In other words, the GM wants their PCs to be more than murder-hobos, but over the course of the game do little but teach the players that they should resolve any and all problems with combat.
This isn't a problem for just new GMs either. I've seen it in my own. Even in games without murder hobo PCs it can be easy to make encounters that only have one solution: combat. But there is one trick I've found to keep myself open to non-combat solutions and keeping things going. That solution is pretty simple too: start with a name.
Humanizing the Encounter
In truth I start with two things for building an encounter: a name for the main adversarial NPC and a problem they're trying to solve.
These problems don't have to be super complex, but there has to be a reason. Some bullywugs might be kidnapping children to sacrifice to their froghemoth god. Some bandits might be robbing merchants on the road to feed their families.
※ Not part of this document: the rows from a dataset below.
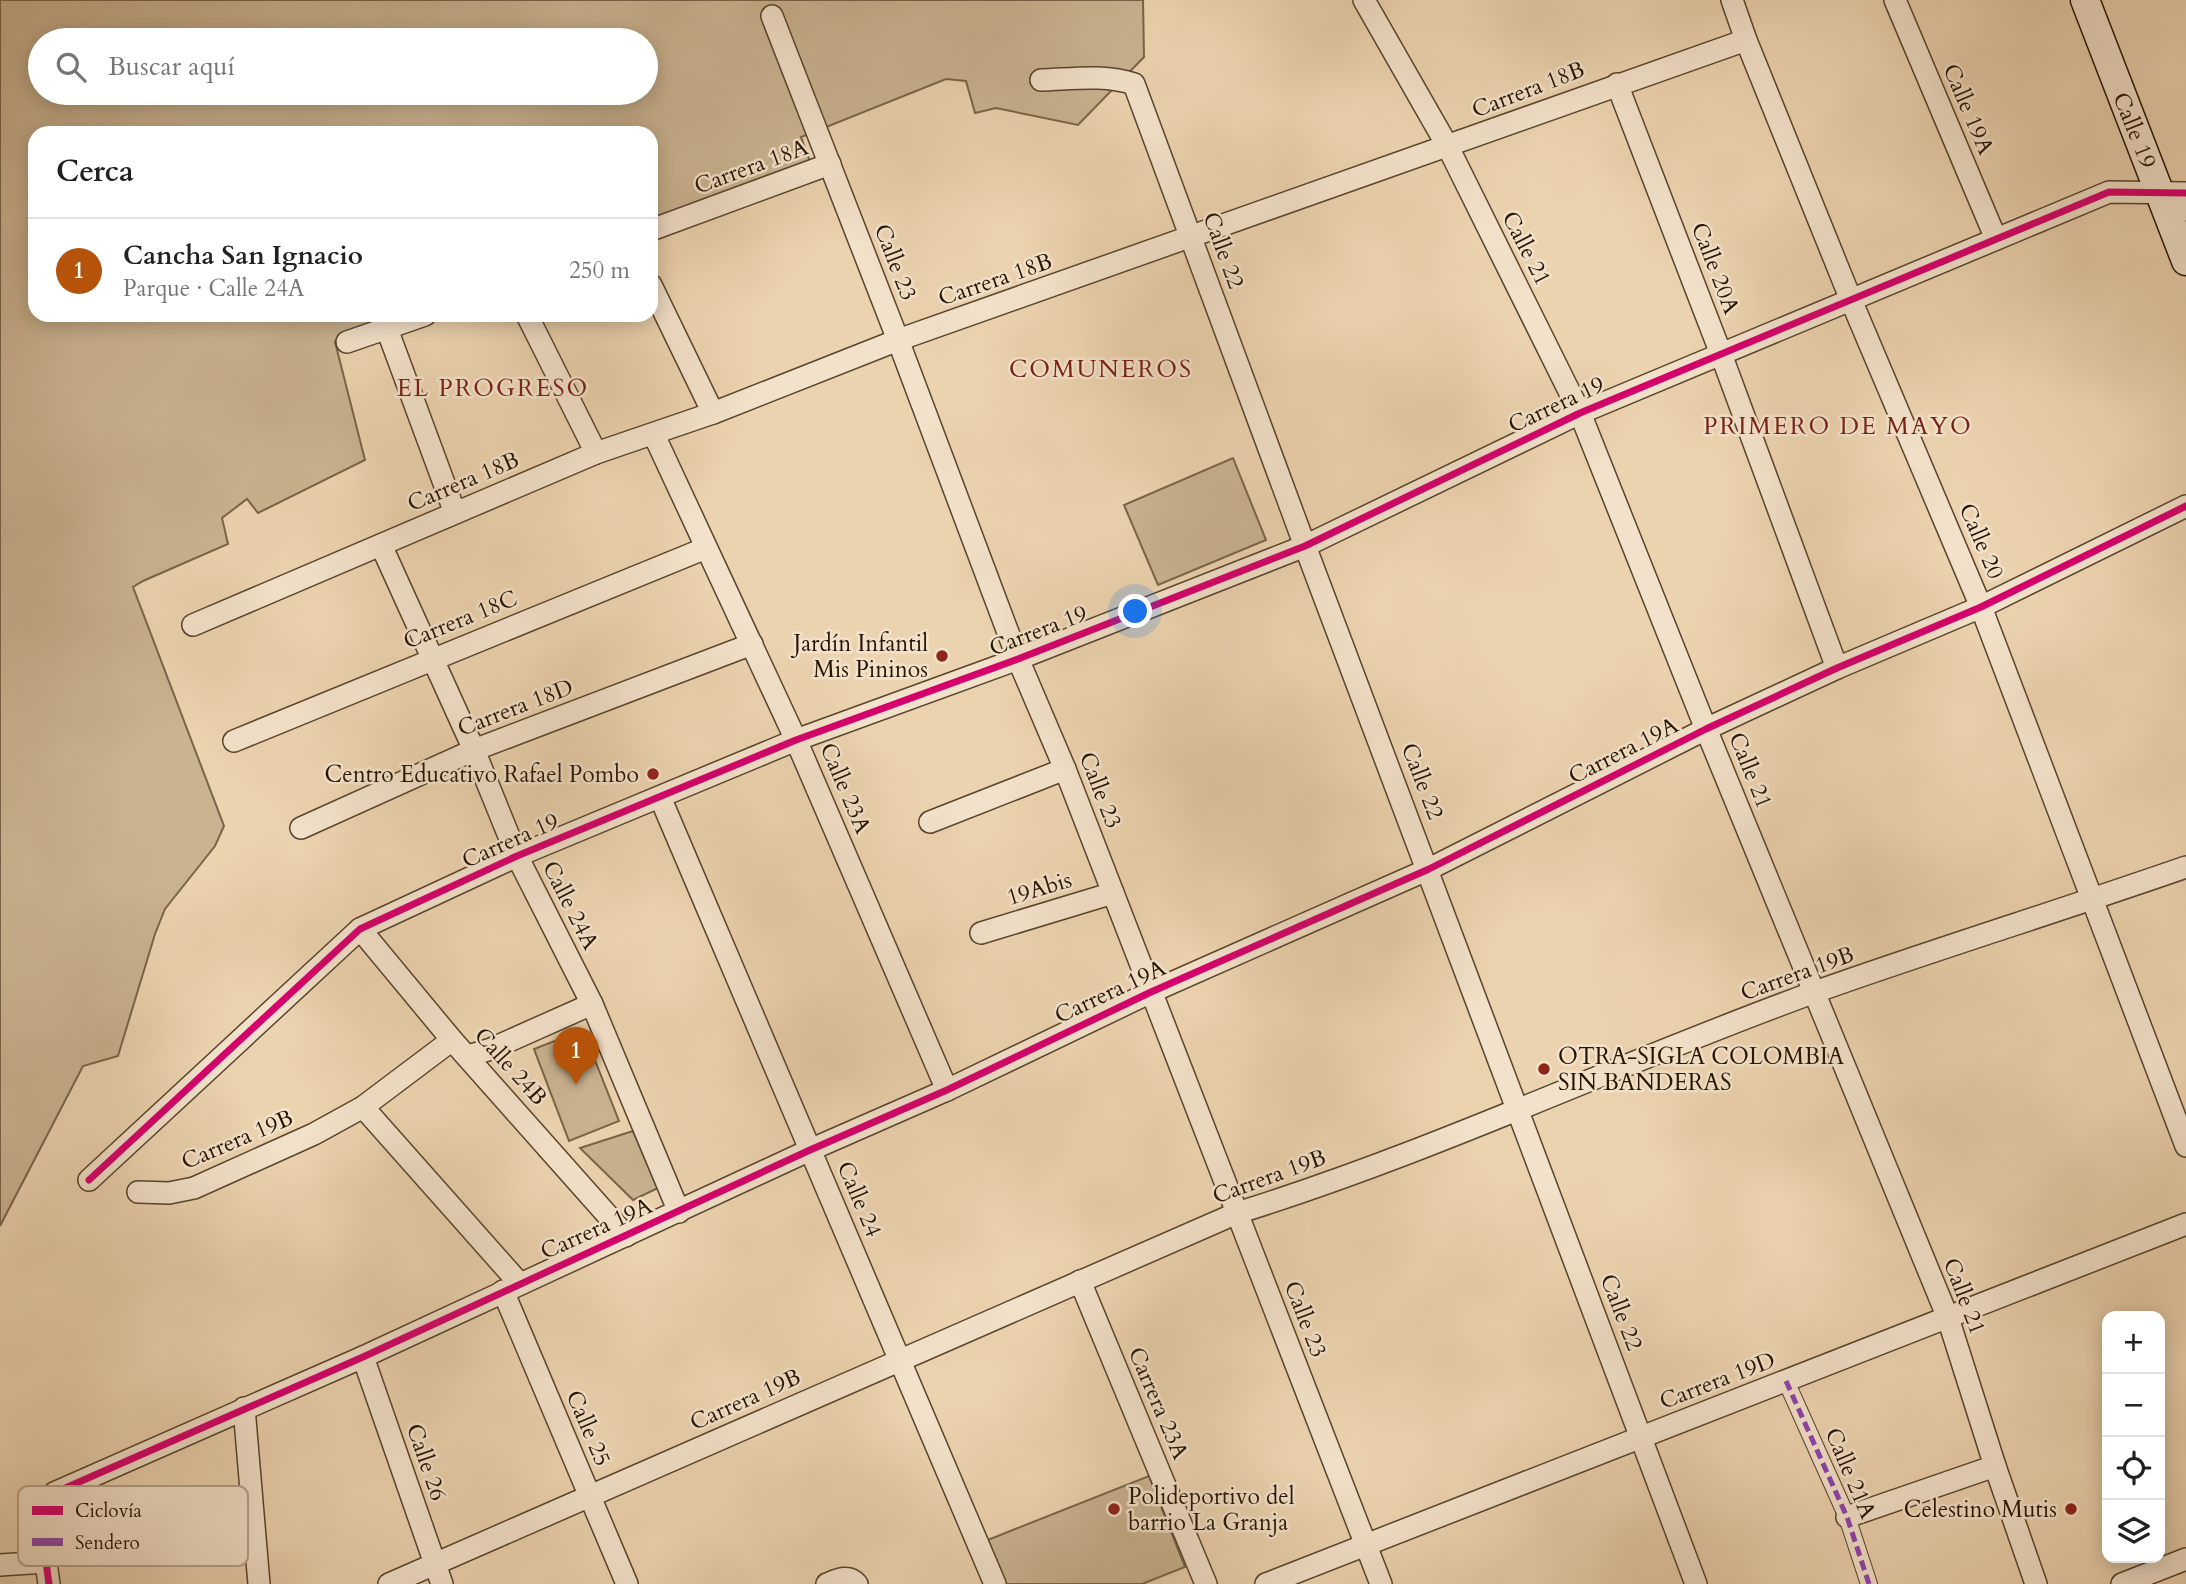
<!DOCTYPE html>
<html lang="es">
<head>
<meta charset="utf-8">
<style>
  :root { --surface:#fff; --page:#f2f2f2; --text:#202124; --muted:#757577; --line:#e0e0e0; --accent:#b45309 }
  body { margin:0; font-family:Cardo,serif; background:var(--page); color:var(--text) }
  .controls { position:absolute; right:21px; bottom:21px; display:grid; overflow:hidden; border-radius:14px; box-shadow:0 4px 18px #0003 }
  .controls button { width:63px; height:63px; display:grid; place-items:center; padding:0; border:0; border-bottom:2px solid var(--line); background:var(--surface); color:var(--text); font:35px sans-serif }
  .you { position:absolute; left:1136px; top:612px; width:24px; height:24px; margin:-18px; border:5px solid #fff; border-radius:50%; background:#1a73e8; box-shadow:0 0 0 10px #1a73e833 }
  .badge { display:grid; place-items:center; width:46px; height:46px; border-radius:50%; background:var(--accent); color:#fff; font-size:23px; font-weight:700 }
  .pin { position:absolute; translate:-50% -58px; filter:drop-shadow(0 2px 4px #0008) }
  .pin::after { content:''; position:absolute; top:37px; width:24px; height:21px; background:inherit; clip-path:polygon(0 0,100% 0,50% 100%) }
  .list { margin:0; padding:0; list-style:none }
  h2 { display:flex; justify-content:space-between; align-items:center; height:91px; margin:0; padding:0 28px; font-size:30px }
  h2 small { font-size:23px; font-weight:400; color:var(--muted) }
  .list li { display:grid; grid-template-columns:46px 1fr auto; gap:21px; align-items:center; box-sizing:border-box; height:105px; padding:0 28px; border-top:2px solid var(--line) }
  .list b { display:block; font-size:26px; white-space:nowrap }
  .list p { margin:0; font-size:23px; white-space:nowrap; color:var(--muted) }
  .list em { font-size:23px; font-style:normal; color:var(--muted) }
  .icon { flex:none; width:38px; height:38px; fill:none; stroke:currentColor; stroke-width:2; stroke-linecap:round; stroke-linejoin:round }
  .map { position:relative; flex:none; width:2186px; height:1584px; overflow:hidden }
  .search { position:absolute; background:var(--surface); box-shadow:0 4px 18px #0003; left:28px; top:28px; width:630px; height:77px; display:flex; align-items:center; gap:18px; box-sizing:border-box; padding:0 24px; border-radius:38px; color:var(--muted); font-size:26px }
  .panel { position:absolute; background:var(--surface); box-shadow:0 4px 18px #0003; left:28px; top:126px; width:630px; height:196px; border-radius:21px }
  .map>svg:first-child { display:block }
</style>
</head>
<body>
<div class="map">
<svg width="2186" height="1584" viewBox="0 0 2186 1584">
  <rect width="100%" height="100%" fill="#ecd3af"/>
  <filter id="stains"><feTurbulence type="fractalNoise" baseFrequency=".00286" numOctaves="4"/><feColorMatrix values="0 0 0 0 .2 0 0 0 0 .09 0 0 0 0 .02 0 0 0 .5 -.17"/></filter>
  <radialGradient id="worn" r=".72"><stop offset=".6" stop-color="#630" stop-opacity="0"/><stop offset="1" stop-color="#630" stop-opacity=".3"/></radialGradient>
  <g fill="#cab391" stroke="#786448" stroke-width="2" fill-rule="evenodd">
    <path d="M0 0H1143L1144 57 1078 125 996 108 975 113 966 81 946 79 801 137 812 167 651 227V133H35V315H419L335 342 365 460 258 513 247 499 222 518 228 544 143 581 133 587 224 826 215 846 165 909 155 934 118 1056 83 1066 0 1226ZM40 40H646V93H40Z"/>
    <path d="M1233 458 1266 540 1158 585 1124 505Z"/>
    <path d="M583 1030 619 1121 569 1141 534 1049Z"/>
    <path d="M633 1131 658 1188 633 1200 580 1148Z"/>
    <path d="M1149 1476 1185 1567 1142 1584H1001L985 1541Z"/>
  </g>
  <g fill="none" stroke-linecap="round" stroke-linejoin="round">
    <g stroke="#58442c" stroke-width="18">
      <path id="pedestrian" d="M1786 1381 1847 1517 1869 1584"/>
    </g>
    <g stroke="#58442c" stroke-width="24">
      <g id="minor">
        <path d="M1364 0 1448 147 1580 413 1706 729 1948 1318 1995 1466 2036 1584"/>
        <path d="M1732 0 1746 40 1851 300 1981 607 2186 1146"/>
        <path d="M1895 0 1996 239"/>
        <path d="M772 16 898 340 1018 659 1065 769 1381 1584"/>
        <path d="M1041 80C1073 79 1104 74 1134 84L1305 546 1696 1584"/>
        <path d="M1617 84 1721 354 1837 668"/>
        <path d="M2160 192 2186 210"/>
        <path d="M651 230 830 164"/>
        <path d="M651 285 713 413"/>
        <path d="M527 315 596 453"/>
        <path d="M387 329 455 513"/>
        <path d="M347 342 425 315"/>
        <path d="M654 435 796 740 947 1090"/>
        <path d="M381 545 474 750 517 856 592 1004 679 1212"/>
        <path d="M193 625 596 453 713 413 898 340 1746 40"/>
        <path d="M234 741 706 548"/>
        <path d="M660 797 995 1584"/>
        <path d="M930 822 1065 769"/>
        <path d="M301 828 474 750 752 644"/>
        <path d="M360 929 452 1040 626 1236"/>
        <path d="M981 933 1113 893"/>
        <path d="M468 1056 491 1049 592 1004"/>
        <path d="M363 1107 520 1284"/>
        <path d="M89 1180 360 929 517 856 796 740 1018 659 1305 546 1580 413 2109 192 2186 193"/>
        <path d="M138 1192 169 1193 194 1188 314 1134 363 1107 452 1040"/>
        <path d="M1080 1281 1206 1584"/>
        <path d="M503 1291 627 1584"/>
        <path d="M363 1357 442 1584"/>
        <path d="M244 1408 259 1584"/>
        <path d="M1847 1517 1995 1466"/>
        <path d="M0 1565 46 1562"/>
        <path d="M49 1584C45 1556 39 1518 54 1493L363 1357 810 1150 947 1090 1151 992 1429 869 1706 729 1837 668 1981 607 2186 506"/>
        <path d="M389 1584 1237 1213C1434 1152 1621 1062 1815 992 1938 948 2063 910 2186 867"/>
        <path d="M827 1584C837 1580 848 1574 857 1584"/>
        <path d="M1266 1584 2186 1224"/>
        <path d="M2122 1584 2186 1559"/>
      </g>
    </g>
    <g stroke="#261400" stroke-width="31">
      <path id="secondary" d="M2085 0 2186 261"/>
    </g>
    <use href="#pedestrian" stroke="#f3e2cb" stroke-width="16"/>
    <use href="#minor" stroke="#f3e2cb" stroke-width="21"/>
    <use href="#secondary" stroke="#f3e2cb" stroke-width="28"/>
    <path stroke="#8e44ad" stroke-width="5" stroke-dasharray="10 5" stroke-linecap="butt" d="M1786 1381 1847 1517 1869 1584"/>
    <g stroke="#f3e2cb" stroke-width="11">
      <g id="cycleway">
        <path d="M89 1180 360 929 517 856 796 740 1018 659 1305 546 1580 413 2109 192 2186 193"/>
        <path d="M49 1584C45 1556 39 1518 54 1493L363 1357 810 1150 947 1090 1151 992 1429 869 1706 729 1837 668 1981 607 2186 506"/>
      </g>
    </g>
    <use href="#cycleway" stroke="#d6006c" stroke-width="7"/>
  </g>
  <g fill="#8f2418" stroke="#f3e2cb" stroke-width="2.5">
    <circle cx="942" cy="656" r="7"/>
    <circle cx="653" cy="774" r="7"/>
    <circle cx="1544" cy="1069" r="7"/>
    <circle cx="1114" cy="1509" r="7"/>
    <circle cx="2071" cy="1509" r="7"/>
  </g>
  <g text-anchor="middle" stroke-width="5" stroke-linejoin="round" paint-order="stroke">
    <g font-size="23" fill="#261400" stroke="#f3e2cb">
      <text transform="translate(1528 89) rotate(-21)" y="8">Carrera 18B</text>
      <text transform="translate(1969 109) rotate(67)" y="8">Calle 19A</text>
      <text transform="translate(2135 130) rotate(68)" y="8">Calle 19</text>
      <text transform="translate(751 166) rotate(-20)" y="8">Carrera 18A</text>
      <text transform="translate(1527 248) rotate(63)" y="8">Calle 21</text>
      <text transform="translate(1224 250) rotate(70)" y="8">Calle 22</text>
      <text transform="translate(896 262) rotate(69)" y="8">Calle 23</text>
      <text transform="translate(1716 268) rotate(69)" y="8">Calle 20A</text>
      <text transform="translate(995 279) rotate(-19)" y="8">Carrera 18B</text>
      <text transform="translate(1556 404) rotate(-25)" y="8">Carrera 19</text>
      <text transform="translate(463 481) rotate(-23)" y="8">Carrera 18B</text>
      <text transform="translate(1982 541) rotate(67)" y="8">Calle 20</text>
      <text transform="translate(460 619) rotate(-22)" y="8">Carrera 18C</text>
      <text transform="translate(1038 630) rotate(-21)" y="8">Carrera 19</text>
      <text transform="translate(515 707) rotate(-21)" y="8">Carrera 18D</text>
      <text transform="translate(1623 750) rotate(-27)" y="8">Carrera 19A</text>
      <text transform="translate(1751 770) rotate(68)" y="8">Calle 21</text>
      <text transform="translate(1423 781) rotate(69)" y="8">Calle 22</text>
      <text transform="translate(846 788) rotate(67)" y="8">Calle 23A</text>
      <text transform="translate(1101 790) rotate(69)" y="8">Calle 23</text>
      <text transform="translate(510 840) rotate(-24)" y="8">Carrera 19</text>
      <text transform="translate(1039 888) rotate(-17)" y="8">19Abis</text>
      <text transform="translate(571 905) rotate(63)" y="8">Calle 24A</text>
      <text transform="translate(1797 973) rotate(-20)" y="8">Carrera 19B</text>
      <text transform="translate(1110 991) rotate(-25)" y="8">Carrera 19A</text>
      <text transform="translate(511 1066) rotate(48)" y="8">Calle 24B</text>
      <text transform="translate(237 1139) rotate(-23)" y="8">Carrera 19B</text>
      <text transform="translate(1269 1176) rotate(-20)" y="8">Carrera 19B</text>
      <text transform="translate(860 1199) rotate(67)" y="8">Calle 24</text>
      <text transform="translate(596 1228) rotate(-24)" y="8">Carrera 19A</text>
      <text transform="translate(1965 1296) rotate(69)" y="8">Calle 21</text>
      <text transform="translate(1622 1312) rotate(69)" y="8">Calle 22</text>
      <text transform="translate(1306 1319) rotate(69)" y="8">Calle 23</text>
      <text transform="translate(1717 1380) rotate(-21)" y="8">Carrera 19D</text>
      <text transform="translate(745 1399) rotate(-24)" y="8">Carrera 19B</text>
      <text transform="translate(1159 1403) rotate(67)" y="8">Carrera 23A</text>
      <text transform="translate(589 1428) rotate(67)" y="8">Calle 25</text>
      <text transform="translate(427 1462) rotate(71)" y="8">Calle 26</text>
      <text transform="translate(1851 1473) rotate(67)" y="8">Calle 21A</text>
    </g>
    <g font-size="23" fill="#261400" stroke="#f3e2cb" text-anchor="end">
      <text x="928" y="651">Jardín Infantil<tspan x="928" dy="26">Mis Pininos</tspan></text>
      <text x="639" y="782">Centro Educativo Rafael Pombo</text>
      <text x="1558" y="1064" text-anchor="start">OTRA-SIGLA COLOMBIA<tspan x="1558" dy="26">SIN BANDERAS</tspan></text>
      <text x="1128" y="1504" text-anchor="start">Polideportivo del<tspan x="1128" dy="26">barrio La Granja</tspan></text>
      <text x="2057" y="1517">Celestino Mutis</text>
    </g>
    <g font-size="24" letter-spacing="2" fill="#7a1f14" stroke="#f3e2cb">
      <text x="1101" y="377">COMUNEROS</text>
      <text x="493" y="396">EL PROGRESO</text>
      <text x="1838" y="434">PRIMERO DE MAYO</text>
    </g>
  </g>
  <rect x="18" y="1486" width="230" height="80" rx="10" fill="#f3e2cb" stroke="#b6a48e" stroke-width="2"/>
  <rect x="32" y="1506" width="31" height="9" fill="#d6006c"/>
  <rect x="32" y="1538" width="31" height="8" fill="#8e44ad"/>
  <g font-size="19" fill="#261400">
    <text x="75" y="1517">Ciclovía</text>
    <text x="75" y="1549">Sendero</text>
  </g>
  <rect width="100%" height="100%" filter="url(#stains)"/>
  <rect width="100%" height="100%" fill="url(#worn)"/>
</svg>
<div class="controls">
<button>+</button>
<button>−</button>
<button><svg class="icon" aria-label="locate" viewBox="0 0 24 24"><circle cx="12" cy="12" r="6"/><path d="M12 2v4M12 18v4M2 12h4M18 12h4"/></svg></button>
<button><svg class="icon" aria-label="layers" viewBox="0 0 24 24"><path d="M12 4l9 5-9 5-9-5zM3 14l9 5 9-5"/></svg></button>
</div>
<div class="you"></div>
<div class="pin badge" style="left:576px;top:1085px">1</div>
<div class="search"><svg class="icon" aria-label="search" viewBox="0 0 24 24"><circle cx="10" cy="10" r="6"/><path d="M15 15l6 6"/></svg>Buscar aquí</div>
<section class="panel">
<h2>Cerca<small></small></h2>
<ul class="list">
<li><span class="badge">1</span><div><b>Cancha San Ignacio</b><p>Parque · Calle 24A</p></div><em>250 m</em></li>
</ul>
</section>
</div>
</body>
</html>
Some goblins may be moving into the area because they are being chased out of their old area.
By knowing the problem they are trying to solve, you know their motivation (solving that problem.) So if the players find another way to solve that problem, or to circumvent that problem, they don't need to have the combat because they solved the problem.
Add that to a name, and now you don't have "some goblins attack the PC" you have "the goblin Burga is looking for food for his clan." You have a character, trying to solve a problem, and maybe that brings them into violent altercation with the party and maybe it doesn't.
Some Fights Will Still Happen
Sometimes fights will still happen. If goblins ambush the party at night looking for food, andit becomes a fight, odds are the PCs are going to kill and not talk. And that is ok. However, if you approach these encounters from the perspective of making an encounter that could result in combat, as opposed to a combat encounter, you leave the door open for non-murder solutions.
When the players deploy those options, work with them. Show them it doesn't always have to be a fight. Reward them for not always making it a fight. Let it be easier. Let it be rewarding. If combat is not the easiest solution to problems, it won't be the go to solution. And isn't that grand?